Sunday, July 15, 2007

Our Feminine Side

I once asked Rob, many, many years ago, "What exactly made you fall in love with me?" He answered, without a moment's hesitation, "Your femininity."

This caught me completely off guard. I thought maybe he would say, "Your intellect," as we used to have the most wonderful, deep discussions back before 7 babies sucked all of my working brain cells out through their breast milk. I wouldn't have been surprised if he had said, "Your culinary skills," as I'm a pretty good cook if I do say so myself and the way to a man's heart is through his stomach, right? But, "femininity"?

I never thought of myself as being terribly feminine. I was a tomboy growing up. I'd rather play sports than play dolls, I loved camping and fishing with my dad, and I could beat up the biggest boy on my street (his nickname, btw, was Chubso). In high school and college, most of my friends were boys. Sure, I always had one or two close girlfriends, but I was most comfortable hanging out with the guys. As a grown woman, I'd rather spend an extra 15 minutes reading a book than putting on makeup or fixing my hair and I've never quite caught on to the domestic arts of sewing, housekeeping, etc.

However, as I watch my two teen daughters grow into women, I'm beginning to understand Rob's statement. Teen Daughter One is a tomboy in her mother's footsteps.
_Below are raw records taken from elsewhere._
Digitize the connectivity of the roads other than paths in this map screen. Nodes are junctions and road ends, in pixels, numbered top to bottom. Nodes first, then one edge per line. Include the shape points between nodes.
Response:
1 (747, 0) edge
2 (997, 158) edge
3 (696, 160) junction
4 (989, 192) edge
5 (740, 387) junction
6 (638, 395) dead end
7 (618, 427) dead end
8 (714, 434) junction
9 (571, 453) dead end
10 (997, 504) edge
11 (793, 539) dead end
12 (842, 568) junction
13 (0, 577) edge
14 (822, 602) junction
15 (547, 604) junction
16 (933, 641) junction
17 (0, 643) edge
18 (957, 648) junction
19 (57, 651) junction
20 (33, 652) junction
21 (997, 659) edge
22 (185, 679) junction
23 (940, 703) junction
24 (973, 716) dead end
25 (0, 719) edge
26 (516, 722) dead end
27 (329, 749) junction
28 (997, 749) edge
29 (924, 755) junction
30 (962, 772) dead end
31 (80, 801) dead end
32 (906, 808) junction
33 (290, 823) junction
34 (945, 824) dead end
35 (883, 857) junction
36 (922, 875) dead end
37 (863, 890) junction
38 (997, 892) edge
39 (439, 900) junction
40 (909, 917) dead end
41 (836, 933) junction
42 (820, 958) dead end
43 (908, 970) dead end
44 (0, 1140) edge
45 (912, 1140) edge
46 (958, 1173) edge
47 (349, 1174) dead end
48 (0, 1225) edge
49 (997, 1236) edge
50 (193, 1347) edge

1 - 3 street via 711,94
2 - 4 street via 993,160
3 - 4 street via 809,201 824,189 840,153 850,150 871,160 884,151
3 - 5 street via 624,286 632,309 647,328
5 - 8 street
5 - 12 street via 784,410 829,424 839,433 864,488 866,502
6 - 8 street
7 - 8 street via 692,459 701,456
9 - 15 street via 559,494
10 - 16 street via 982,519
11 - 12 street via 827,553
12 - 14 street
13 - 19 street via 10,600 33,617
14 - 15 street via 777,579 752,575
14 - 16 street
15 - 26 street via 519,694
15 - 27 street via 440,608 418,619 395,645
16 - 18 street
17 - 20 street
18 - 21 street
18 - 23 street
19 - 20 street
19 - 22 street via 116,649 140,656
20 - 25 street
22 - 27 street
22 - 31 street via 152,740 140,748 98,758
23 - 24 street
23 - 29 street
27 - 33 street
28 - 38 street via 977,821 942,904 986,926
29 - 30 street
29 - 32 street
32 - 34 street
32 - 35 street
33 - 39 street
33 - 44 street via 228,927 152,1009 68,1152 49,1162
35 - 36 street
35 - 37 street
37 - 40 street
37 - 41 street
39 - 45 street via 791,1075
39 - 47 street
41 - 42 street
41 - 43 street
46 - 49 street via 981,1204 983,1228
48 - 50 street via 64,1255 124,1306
She's never had to beat up the neighborhood bully, but she can whip any boy in ice hockey or shooting sports. She could never be described as a girly girl and yet she is beautiful beyond words. She is sweet and tender when dealing with little children, she is a person of service who is always looking out for the needs of others, and she always greets you with a smile. Her maternal instincts run strong and that is what makes her feminine.

Now, Teen Daughter Two is a girly girl. She can let out an ear-piercing squeal at the sight of any creepy crawly thing and she never met a bottle of nail polish that she didn't absolutely adore. Yet her femininity comes not from that, but from her warmth, her gentleness with children and animals, her smile that can light up a room, and her desire to make the world a more beautiful, welcoming place. It's not a curling iron or lipstick that makes one feminine.

Yes, I'm finally getting what Rob meant by saying he fell in love with my femininity.

7 comments:

Alice Gunther said...

I love this post, and I absolutely love your descriptions of those two beautiful girls of yours!

Momto5Minnies said...

How wonderfully SWEET!

I too think that there is a lot more to femininity than some people imagine. I love your definition!

Nârwen said...

Um, isn't being kind and gentle good in anyone, male or female ?
BTW, have you seen "Ratatouille" yet ? Wonderful film, in which rats are shown in a sympathetic light.

Maureen Wittmann said...

Yep, being kind and gentle are traits good in both men and women, but I think that tenderness is considered a feminine trait. Just as it's good to be physically strong rather you be male or female, yet it is thought of as a masculine trait.

Haven't seen Ratatouille yet, though we're all hoping to see it soon -- once shooting sports and 4-H events lighten up. It looks like the perfect movie for us. I love cooking and everyone else loves rats :-) Glad to hear it is wonderful!

diana said...

Hi Maureen, I met you and one of your daughters (you are right, she is breathtaking, a dead ringer for LOTR Arwin) at the Milwaukee Homeschoolers Conference. Maybe you remember me (we talked about Potter).

You may be a tomboy at heart but you are so gentle and feminine! I felt calmed in your presence, so it is something that transcends a certain "look".

I have the ultra feminine look going on, but my husband tells me: Being married to you is like being married to another guy! (He likes that!)But even saying that, my tomboy girl is always mothering little plastic alien babies and robots. It's there in every female!

Nârwen said...

I've actually seen it several times. The first time was the sneak preview, and the second was with fellow members of the Pittsburgh Rat Lovers Club. (We got a group discount !)That was particularly nice, as it meant I was surrounded by other ratty people, and listening to their comments afterwards was neat. ("They got the tails right !" "They move right, too !" "Did you see how the baby rats in that scene have extra fuzzy coats and too-big ears ? Just like real ratlets ? " )
I also treated myself to another showing on my birthday last week.

Maureen Wittmann said...

Hi Diane! I sure do remember our chat. Thank you for your kind words! I hope all is well with you and yours!!!